Supplementary notes for Simple Linear Regression

Luke

Sum of Squares

\(SST = \sum_{i=1}^n (y_i - \bar{y})^2\)
- Total variation in the response variable
\(SSE = \sum_{i=1}^n (y_i - \hat{y_i})^2 = \sum_{i=1}^n e_i^2\)
- Unexplained variation in the response variable
\(SSReg = \sum_{i=1}^n (\hat{y_i} - \bar{y})^2\)
- Variation in the response variable explained by the model
\(SST = SSReg + SSE\)

In general:

For simple linear regression:

Source	Sum of Squares	Degrees of Freedom	Mean Square	F
Regression	\(SSReg = \sum^n_{i=1}(\hat{y}_i - \bar{y})^2\)	\(k\)	\(MSReg = \frac{SSReg}{k}\)	\(F = \frac{MSReg}{MSE}\)
Residual	\(SSE = \sum^n_{i=1}(y_i-\hat{y}_i)^2\)	\(n - k - 1\)	\(MSE = \frac{SSE}{n - k - 1} = s^2\)
Total	\(SST = \sum^n_{i=1}(y_i - \bar{y})^2\)	\(n - 1\)

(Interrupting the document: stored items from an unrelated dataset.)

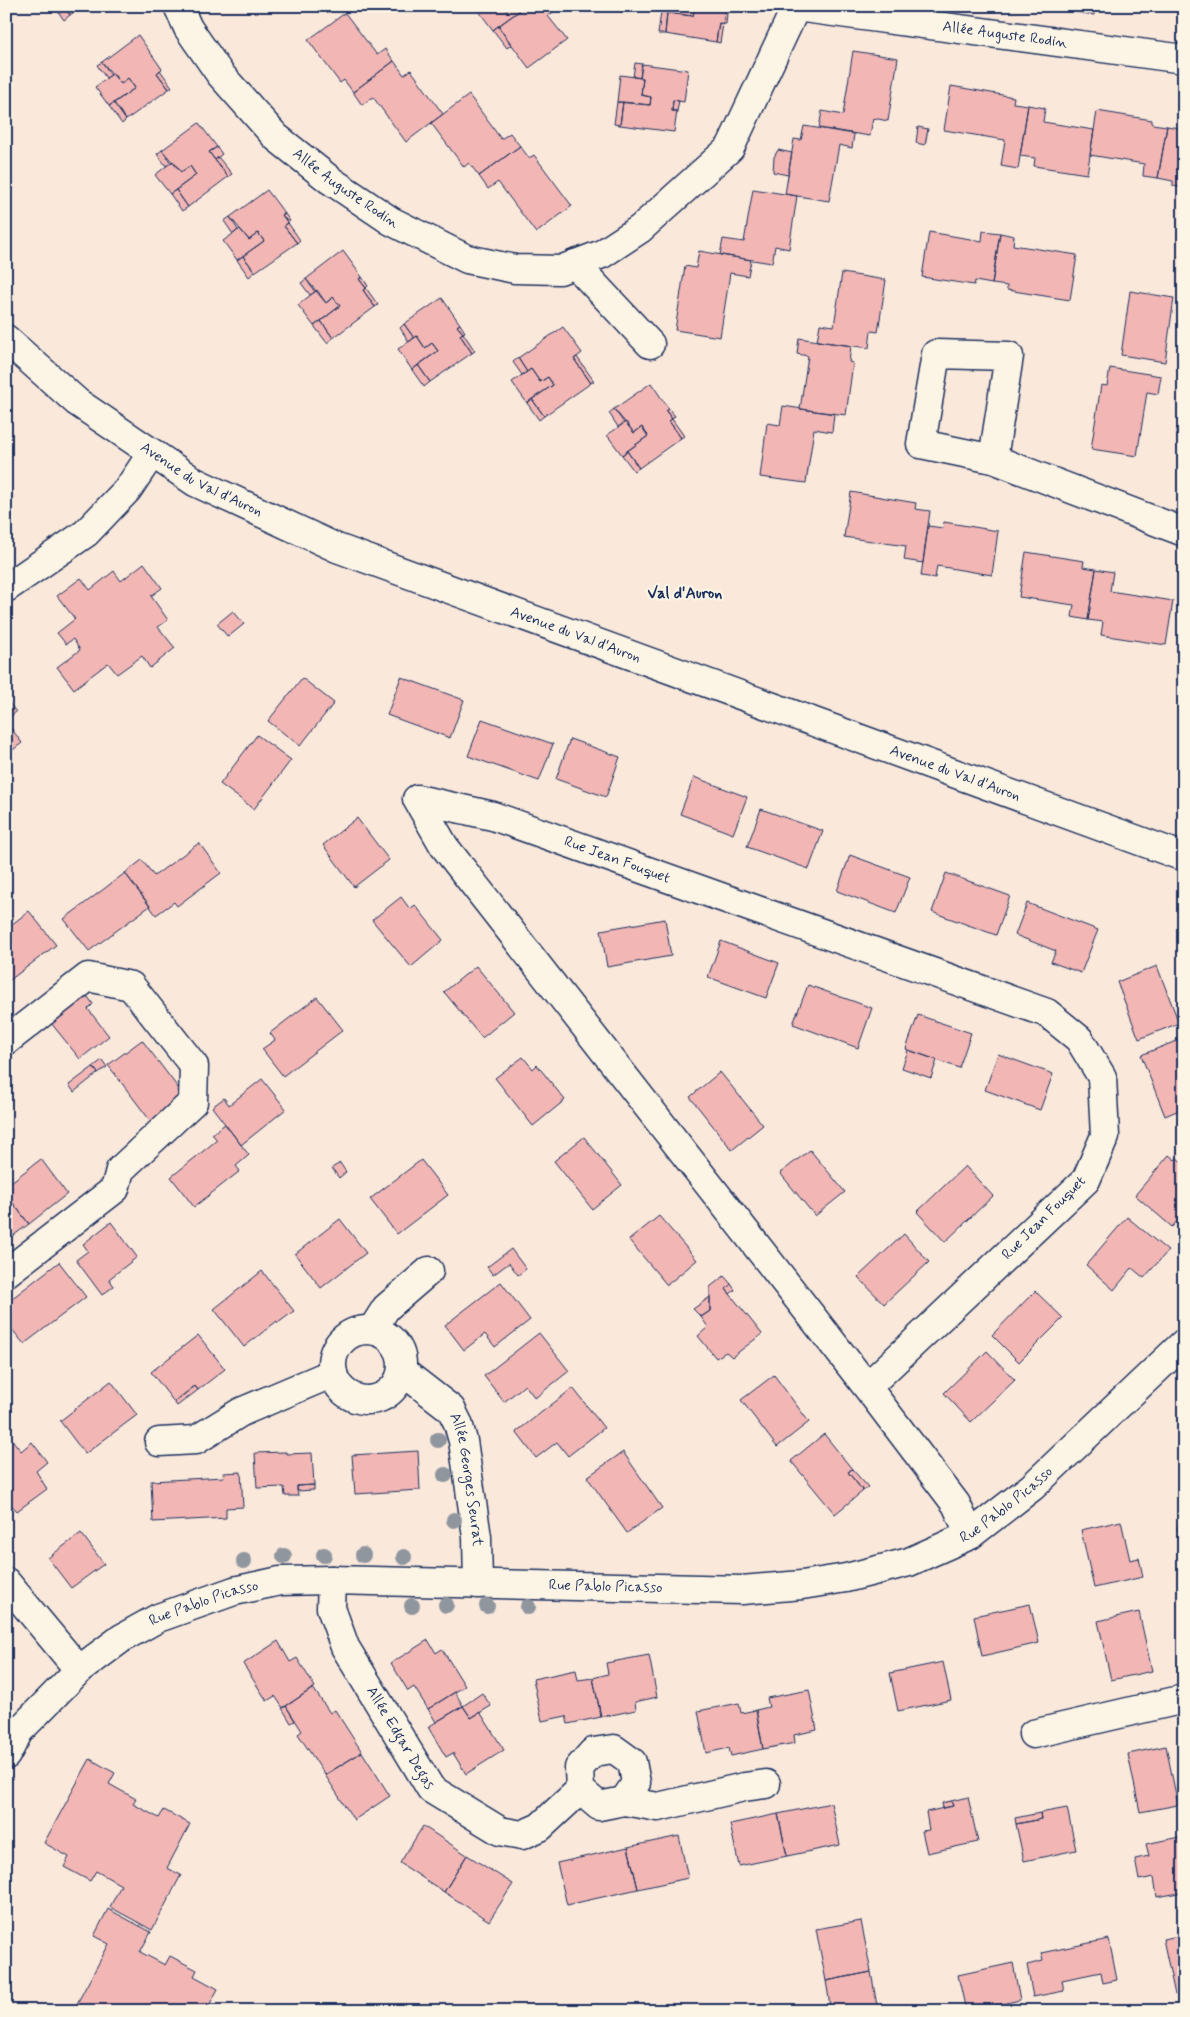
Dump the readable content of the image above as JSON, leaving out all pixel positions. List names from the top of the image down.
{
  "streets": {
    "street": [
      "Allée Auguste Rodin",
      "Avenue du Val d'Auron",
      "Rue Jean Fouquet",
      "Allée Georges Seurat",
      "Rue Pablo Picasso",
      "Allée Edgar Degas"
    ]
  },
  "crossings": [
    ["Rue Jean Fouquet", "Rue Pablo Picasso"],
    ["Allée Georges Seurat", "Rue Pablo Picasso"],
    ["Rue Pablo Picasso", "Allée Edgar Degas"]
  ],
  "districts": ["Val d'Auron"]
}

Note: For simple linear regression, \(k = 1\)

Why does ANOVA use the F-statistic?
\(\frac{\sum_{i=1}^n (y_i - \bar{y})^2}{\sigma^2} \sim \chi^2_{n-1}\)
In other words, for \(H_0\): \(\frac{SST}{\sigma^2} \sim \chi^2_{n-1}\)
We also know that for \(H_0\): \(\frac{(n-2)MSE}{\sigma^2} \sim \chi^2_{n-2}\)
Since SSE and SSReg are independent, the ratio of \(\frac{MSReg}{MSE}\) follows an F-distribution with \(k\) and \(n-k-1\) degrees of freedom

\(SSReg = \beta_1^2 S_{xx}\)
\(E[\hat{\beta_1^2}] = \frac{\sigma^2}{S_{xx}} + \beta_1^2\)
\(E(MSReg) = E(SSReg) = E(\beta_1^2 S_{xx}) = \sigma^2 + \beta_1^2 S_{xx}\)
\(E(MSE) = \sigma^2\)
When \(\beta_1 = 0\), \(E(MSReg) = E(MSE)\) -> same means, F = 1
When \(\beta_1 \neq 0\), \(E(MSReg) > E(MSE)\) -> F > 1

Leverage points: a point with a distant \(x\) value
Bad leverage points: leverage point whose \(y\) value is an outlier
We want a rule to help identify \(x_i\) that are leverage points
- Should account for the distance of \(x_i\) from the bulk of \(x\)’s
- Consider the extend to which it influences the fitted regression line

We can show that \(\hat{y}_i = \sum_{j=1}^n h_{ij} y_j\)
with \(h_{ij} = \frac{1}{n} + \frac{(x_i - \bar{x})(x_j - \bar{x})}{\sum_{j=1}^n (x_j - \bar{x})^2}\)
We can also show that \(\sum_{i=1}^n h_{ij} = 1\)
Thus, \(\hat{y}_i = h_{ii}y_i + \sum_{j \neq i} h_{ij} y_j\)
\(h_{ii}\) is the leverage of the \(i\)th observation and shows how \(y_i\) influences \(\hat{y}_i\)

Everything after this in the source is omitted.